Data excerpts Block Start
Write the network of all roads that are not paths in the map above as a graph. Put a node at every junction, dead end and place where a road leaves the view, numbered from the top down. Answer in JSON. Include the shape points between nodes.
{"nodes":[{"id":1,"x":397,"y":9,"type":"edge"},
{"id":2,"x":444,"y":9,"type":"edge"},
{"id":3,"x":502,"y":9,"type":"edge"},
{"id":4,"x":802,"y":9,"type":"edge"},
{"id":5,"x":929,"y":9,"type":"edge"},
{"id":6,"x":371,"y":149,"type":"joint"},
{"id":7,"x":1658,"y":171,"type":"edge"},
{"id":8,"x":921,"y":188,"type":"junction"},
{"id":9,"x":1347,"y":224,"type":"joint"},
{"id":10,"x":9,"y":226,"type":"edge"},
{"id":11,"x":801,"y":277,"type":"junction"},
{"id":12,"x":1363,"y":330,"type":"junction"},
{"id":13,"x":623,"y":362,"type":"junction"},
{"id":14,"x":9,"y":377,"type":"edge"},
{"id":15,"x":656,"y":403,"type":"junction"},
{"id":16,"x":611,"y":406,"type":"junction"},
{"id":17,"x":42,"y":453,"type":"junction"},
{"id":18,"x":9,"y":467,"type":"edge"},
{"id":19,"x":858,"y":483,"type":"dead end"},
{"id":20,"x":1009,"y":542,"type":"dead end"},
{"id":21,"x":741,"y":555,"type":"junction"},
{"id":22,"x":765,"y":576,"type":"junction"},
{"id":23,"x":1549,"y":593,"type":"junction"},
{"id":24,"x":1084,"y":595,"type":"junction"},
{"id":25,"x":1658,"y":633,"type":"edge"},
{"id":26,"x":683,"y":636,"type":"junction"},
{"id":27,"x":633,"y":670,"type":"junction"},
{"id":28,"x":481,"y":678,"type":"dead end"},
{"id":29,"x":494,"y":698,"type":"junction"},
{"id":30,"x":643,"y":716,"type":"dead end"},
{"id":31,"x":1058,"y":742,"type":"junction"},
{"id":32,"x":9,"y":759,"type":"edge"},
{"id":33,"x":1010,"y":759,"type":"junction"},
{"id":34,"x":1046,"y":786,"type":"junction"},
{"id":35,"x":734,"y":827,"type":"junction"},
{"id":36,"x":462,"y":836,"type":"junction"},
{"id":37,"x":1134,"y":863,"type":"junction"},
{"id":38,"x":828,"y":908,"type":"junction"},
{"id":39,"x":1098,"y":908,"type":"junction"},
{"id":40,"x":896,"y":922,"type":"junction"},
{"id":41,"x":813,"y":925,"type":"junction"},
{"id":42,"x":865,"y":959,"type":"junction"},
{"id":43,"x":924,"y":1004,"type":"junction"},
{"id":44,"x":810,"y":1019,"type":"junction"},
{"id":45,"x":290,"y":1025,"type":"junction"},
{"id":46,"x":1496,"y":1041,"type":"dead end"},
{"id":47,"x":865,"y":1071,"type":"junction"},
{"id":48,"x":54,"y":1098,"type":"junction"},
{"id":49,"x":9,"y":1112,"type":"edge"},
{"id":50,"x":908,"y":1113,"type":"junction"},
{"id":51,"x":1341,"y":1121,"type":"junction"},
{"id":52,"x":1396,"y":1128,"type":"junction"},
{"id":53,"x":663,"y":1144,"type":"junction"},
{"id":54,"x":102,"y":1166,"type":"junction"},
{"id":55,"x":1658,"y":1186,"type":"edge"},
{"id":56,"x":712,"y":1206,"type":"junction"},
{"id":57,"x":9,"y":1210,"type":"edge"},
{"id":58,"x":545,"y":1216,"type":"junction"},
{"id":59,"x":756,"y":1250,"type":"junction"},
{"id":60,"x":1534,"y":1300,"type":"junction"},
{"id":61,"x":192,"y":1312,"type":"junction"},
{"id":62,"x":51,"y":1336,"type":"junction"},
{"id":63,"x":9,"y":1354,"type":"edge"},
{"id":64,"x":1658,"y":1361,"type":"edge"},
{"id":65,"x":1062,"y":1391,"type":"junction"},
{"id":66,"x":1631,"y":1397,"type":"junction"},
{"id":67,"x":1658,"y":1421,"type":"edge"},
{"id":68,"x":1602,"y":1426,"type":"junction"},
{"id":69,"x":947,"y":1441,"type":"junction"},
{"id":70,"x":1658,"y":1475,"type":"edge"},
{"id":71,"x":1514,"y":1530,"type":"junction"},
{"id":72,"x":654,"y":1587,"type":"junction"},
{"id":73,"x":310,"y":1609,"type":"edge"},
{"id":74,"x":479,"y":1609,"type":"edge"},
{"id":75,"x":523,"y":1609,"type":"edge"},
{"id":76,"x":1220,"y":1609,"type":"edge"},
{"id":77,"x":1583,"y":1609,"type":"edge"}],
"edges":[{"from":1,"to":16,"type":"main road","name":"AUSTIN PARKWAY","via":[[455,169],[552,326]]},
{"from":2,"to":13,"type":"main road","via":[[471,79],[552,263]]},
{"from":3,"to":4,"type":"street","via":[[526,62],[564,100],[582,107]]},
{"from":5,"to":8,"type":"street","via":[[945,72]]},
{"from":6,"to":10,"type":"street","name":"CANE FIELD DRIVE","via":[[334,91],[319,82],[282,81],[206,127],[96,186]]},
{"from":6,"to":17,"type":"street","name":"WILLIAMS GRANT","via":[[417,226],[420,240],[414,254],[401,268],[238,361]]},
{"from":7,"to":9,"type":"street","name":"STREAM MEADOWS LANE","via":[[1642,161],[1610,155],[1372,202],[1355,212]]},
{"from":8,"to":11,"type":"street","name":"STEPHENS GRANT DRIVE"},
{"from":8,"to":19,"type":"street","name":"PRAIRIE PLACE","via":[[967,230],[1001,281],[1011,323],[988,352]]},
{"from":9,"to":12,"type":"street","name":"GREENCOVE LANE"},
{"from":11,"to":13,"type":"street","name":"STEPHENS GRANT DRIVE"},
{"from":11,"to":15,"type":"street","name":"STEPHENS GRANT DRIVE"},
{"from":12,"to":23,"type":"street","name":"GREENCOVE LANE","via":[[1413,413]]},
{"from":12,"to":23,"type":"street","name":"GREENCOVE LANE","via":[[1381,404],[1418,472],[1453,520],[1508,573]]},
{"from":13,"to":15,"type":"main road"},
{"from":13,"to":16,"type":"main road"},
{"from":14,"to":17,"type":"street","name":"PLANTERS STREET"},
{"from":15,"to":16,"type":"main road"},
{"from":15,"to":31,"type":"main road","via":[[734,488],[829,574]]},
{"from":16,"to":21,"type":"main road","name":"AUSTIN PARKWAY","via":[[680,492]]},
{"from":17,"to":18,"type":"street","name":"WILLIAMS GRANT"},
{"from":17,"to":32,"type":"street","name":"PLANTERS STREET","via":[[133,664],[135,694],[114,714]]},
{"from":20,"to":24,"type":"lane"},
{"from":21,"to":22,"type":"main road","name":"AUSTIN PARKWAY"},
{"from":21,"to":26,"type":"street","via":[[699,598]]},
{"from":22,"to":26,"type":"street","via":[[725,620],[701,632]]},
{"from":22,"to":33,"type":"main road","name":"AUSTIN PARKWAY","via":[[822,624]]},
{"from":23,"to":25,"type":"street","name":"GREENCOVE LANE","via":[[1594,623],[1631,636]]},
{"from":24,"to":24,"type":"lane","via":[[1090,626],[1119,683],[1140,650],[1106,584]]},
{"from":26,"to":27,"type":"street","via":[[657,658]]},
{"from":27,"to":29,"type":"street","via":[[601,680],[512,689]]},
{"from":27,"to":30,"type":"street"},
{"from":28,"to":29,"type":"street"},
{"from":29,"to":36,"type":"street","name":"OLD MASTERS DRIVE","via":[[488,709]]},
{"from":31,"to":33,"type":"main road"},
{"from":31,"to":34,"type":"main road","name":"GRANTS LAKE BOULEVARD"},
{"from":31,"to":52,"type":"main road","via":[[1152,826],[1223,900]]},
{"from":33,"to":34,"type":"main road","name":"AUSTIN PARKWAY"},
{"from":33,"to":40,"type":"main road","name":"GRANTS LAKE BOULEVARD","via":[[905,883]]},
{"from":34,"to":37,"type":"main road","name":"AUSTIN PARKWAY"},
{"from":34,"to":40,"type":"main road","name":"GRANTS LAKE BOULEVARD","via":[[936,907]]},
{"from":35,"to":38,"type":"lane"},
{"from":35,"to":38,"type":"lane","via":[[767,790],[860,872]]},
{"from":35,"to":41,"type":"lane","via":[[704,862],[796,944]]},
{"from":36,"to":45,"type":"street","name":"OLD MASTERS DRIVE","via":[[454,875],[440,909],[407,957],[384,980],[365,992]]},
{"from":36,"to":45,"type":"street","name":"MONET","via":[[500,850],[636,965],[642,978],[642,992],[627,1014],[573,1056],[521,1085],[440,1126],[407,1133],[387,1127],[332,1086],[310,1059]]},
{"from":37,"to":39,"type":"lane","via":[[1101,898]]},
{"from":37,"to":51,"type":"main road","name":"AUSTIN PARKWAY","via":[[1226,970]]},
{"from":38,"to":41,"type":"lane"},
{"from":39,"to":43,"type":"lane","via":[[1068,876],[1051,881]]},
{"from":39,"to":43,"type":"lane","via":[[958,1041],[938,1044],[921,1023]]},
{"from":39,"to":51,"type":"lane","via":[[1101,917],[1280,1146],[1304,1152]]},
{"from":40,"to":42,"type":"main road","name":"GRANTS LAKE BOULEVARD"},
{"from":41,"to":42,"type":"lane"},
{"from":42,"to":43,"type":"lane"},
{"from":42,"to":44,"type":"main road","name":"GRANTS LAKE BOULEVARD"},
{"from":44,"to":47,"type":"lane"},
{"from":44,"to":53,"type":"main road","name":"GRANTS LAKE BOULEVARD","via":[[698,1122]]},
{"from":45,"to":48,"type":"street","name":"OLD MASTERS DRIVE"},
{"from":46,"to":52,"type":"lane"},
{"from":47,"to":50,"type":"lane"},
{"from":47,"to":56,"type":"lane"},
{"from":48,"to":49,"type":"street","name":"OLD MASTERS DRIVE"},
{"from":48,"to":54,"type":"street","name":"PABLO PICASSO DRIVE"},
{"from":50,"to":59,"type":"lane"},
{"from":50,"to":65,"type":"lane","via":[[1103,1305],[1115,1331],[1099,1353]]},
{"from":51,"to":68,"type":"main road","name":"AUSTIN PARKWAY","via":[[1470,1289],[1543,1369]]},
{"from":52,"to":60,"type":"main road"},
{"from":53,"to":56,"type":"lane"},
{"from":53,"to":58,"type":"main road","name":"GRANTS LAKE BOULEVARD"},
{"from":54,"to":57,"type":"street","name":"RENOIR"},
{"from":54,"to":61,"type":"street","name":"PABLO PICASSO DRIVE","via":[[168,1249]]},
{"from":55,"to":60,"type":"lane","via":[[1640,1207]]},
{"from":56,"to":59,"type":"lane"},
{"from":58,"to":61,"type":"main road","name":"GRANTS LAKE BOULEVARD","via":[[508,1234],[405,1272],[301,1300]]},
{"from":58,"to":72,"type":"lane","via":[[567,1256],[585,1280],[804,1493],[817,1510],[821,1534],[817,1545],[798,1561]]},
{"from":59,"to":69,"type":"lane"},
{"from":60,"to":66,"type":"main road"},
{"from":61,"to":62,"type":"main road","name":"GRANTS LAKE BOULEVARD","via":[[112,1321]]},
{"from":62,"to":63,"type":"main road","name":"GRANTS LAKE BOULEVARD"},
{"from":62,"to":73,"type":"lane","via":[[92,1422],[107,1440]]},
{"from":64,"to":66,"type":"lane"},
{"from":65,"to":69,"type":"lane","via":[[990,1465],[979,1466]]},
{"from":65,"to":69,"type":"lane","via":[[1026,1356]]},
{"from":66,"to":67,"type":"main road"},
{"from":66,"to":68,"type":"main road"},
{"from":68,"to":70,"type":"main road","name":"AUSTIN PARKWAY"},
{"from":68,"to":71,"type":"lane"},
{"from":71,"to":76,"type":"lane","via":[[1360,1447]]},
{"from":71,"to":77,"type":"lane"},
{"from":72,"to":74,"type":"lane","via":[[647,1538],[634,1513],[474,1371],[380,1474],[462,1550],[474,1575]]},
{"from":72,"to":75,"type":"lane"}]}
Data excerpts Block End
Task to complete | Return every line of the data above in which "STEPHENS" appears.

Solution to the exercise |
{"from":8,"to":11,"type":"street","name":"STEPHENS GRANT DRIVE"},
{"from":11,"to":13,"type":"street","name":"STEPHENS GRANT DRIVE"},
{"from":11,"to":15,"type":"street","name":"STEPHENS GRANT DRIVE"},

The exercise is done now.